Particle extraction

From Dynamo
Jump to navigation Jump to search

Particle extraction is the process of using a set of positions (and possibly orientations) defined on a set of tomograms to create a set of subtomograms files. This set is represented by a data folder containing one file for each cropped subtomogram, and possibly a table retaining the metadata. Data folder and table can directly be used for subtomogram alignment


Results of a particle extraction

Users might use their own protocols (as extracting particles separately in different experiments and merging the sets afterwards). Dynamo uses a single convention for the results of an extraction:

Data folder

Particle extraction should produce a folder with all the particles. For very large particle sets (~>20K), this folder can be formatted as a dBox folder. In general the particles are named with tags starting with 1, but some integers might be missing: they correspond to particles that were not generated, because they were too close to the boundaries of the tomogram and cropping them would implying reading out of scope.

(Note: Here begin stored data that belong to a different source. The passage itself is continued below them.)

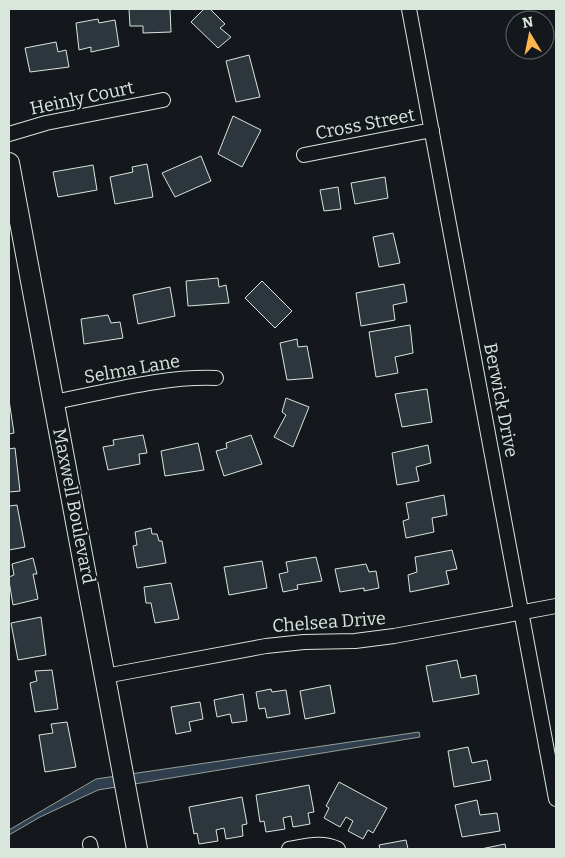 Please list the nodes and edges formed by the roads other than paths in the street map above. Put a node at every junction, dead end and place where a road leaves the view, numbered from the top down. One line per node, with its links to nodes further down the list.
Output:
1 (409, 9): 3 (street, Berwick Drive)
2 (163, 100): 4 (street, Heinly Court)
3 (432, 130): 5 (street, Cross Street); 10 (street, Berwick Drive)
4 (9, 134)
5 (304, 155)
6 (9, 163): 8 (street, Maxwell Boulevard)
7 (216, 378): 8 (street, Selma Lane)
8 (54, 402): 11 (street, Maxwell Boulevard)
9 (556, 606): 10 (street, Chelsea Drive)
10 (522, 612): 11 (street, Chelsea Drive); 12 (street, Berwick Drive)
11 (105, 676): 13 (street, Maxwell Boulevard)
12 (556, 799)
13 (137, 849)
14 (289, 849): 15 (street)
15 (338, 849) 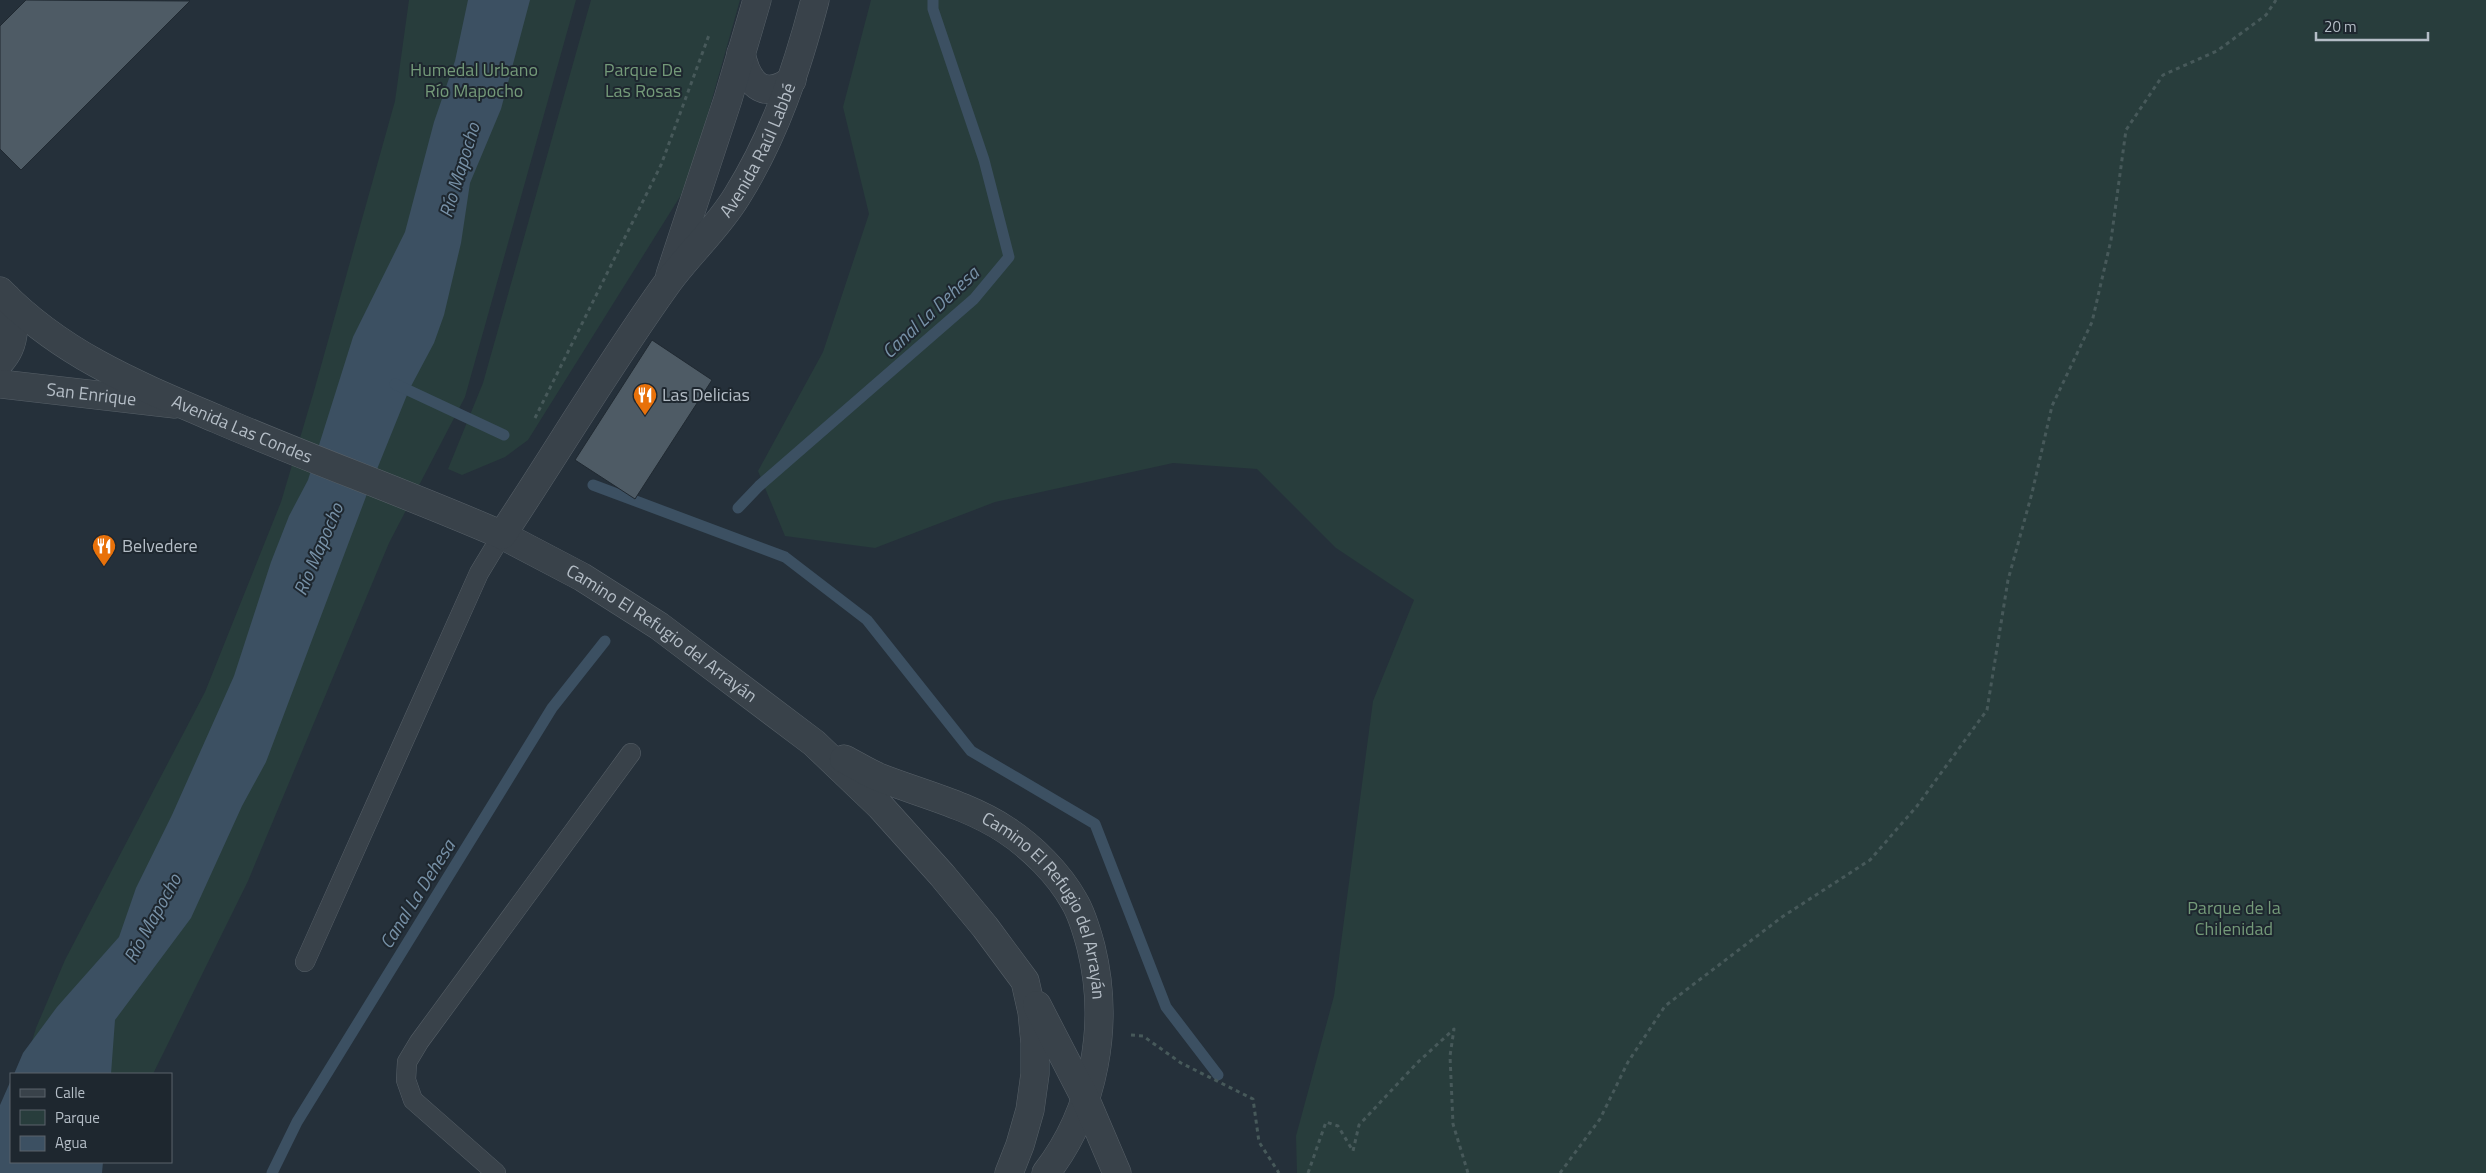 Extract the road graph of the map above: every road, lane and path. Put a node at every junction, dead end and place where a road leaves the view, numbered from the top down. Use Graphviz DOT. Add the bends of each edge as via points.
graph roads {
  1 [pos="757,0"];
  2 [pos="815,0"];
  3 [pos="2276,0"];
  4 [pos="712,28"];
  5 [pos="741,52"];
  6 [pos="792,80"];
  7 [pos="667,283"];
  8 [pos="3,294"];
  9 [pos="0,362"];
  10 [pos="0,384"];
  11 [pos="183,405"];
  12 [pos="532,424"];
  13 [pos="502,535"];
  14 [pos="814,743"];
  15 [pos="631,753"];
  16 [pos="305,962"];
  17 [pos="1025,981"];
  18 [pos="1099,1032"];
  19 [pos="1085,1098"];
  20 [pos="496,1173"];
  21 [pos="1008,1173"];
  22 [pos="1046,1173"];
  23 [pos="1117,1173"];
  24 [pos="1279,1173"];
  25 [pos="1308,1173"];
  26 [pos="1468,1173"];
  27 [pos="1560,1173"];
  1 -- 5 [label="street, Avenida Raúl Labbé"];
  2 -- 6 [label="street, Avenida Raúl Labbé"];
  3 -- 27 [label="path" via="2266,15 2217,51 2163,75 2126,130 2111,240 2092,322 2052,406 2008,580 1987,710 1917,806 1870,860 1782,917 1665,1006 1628,1062 1600,1119"];
  4 -- 12 [label="path" via="661,165"];
  5 -- 6 [label="street" via="748,78 758,86 770,90 782,88"];
  5 -- 7 [label="street, Avenida Raúl Labbé"];
  6 -- 7 [label="street, Avenida Raúl Labbé" via="770,136 737,197"];
  7 -- 13 [label="street, Avenida Raúl Labbé"];
  8 -- 9 [label="street" via="13,312 14,328 11,343"];
  8 -- 11 [label="street, Avenida Las Condes" via="38,325 107,371"];
  10 -- 11 [label="street, San Enrique"];
  11 -- 13 [label="street, Avenida Las Condes"];
  13 -- 14 [label="street, Camino El Refugio del Arrayán" via="582,577 659,626"];
  13 -- 16 [label="lane" via="479,573"];
  14 -- 17 [label="street, Camino El Refugio del Arrayán" via="880,806 942,875"];
  14 -- 18 [label="street, Camino El Refugio del Arrayán" via="878,778 970,812 1006,830 1059,879 1075,901 1086,931 1098,989"];
  15 -- 20 [label="lane" via="407,1062 406,1080 412,1100"];
  17 -- 19 [label="street"];
  17 -- 21 [label="street, Camino El Refugio del Arrayán" via="1032,1012 1035,1074 1030,1110"];
  18 -- 19 [label="street, Camino El Refugio del Arrayán"];
  18 -- 24 [label="path" via="1143,1036 1181,1063 1253,1099 1258,1142"];
  19 -- 22 [label="street, Camino El Refugio del Arrayán" via="1058,1158"];
  19 -- 23 [label="street"];
  25 -- 26 [label="path" via="1326,1122 1338,1126 1353,1151 1359,1125 1454,1029 1450,1056 1453,1124"];
}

The particles in this data folder are never rotated or shifted. Any rotation or shift is coded into the resulting table.

Table

A single table is produced to index all the particles in the data folder. This table refers only to the particles actually in the data folder, i.e., the tags (column 1 in table) will only include the ones that correspond to an particle file actually available in the generated data folder. This table is stored inside the data folder with the name crop.tbl.

Volume table index

The volume table index file is generated when several tomograms have been used. It is generated inside the data folder with the name indices_column20.doc and its a text file with two columns. Each row is an integer number and a filename. The numbers are the tomogram number used in the column 20 of the produced table crop.tbl. This file, jointly with the table, makes possible to track from which tomogram a particle has been cropped.

Using the catalogue

Select the tomograms in which you have models containing particles and click on the menu tab Crop particles. A new GUI will popup, with a list of models. You can then select the models that already contain crop points). Then click on Create list. This will show you an automatically created volume list file. This is just for information, no need to do anything on it. Click then on -> Crop particles, getting a GUI where you can select the sidelength in pixels, and start the actual cropping.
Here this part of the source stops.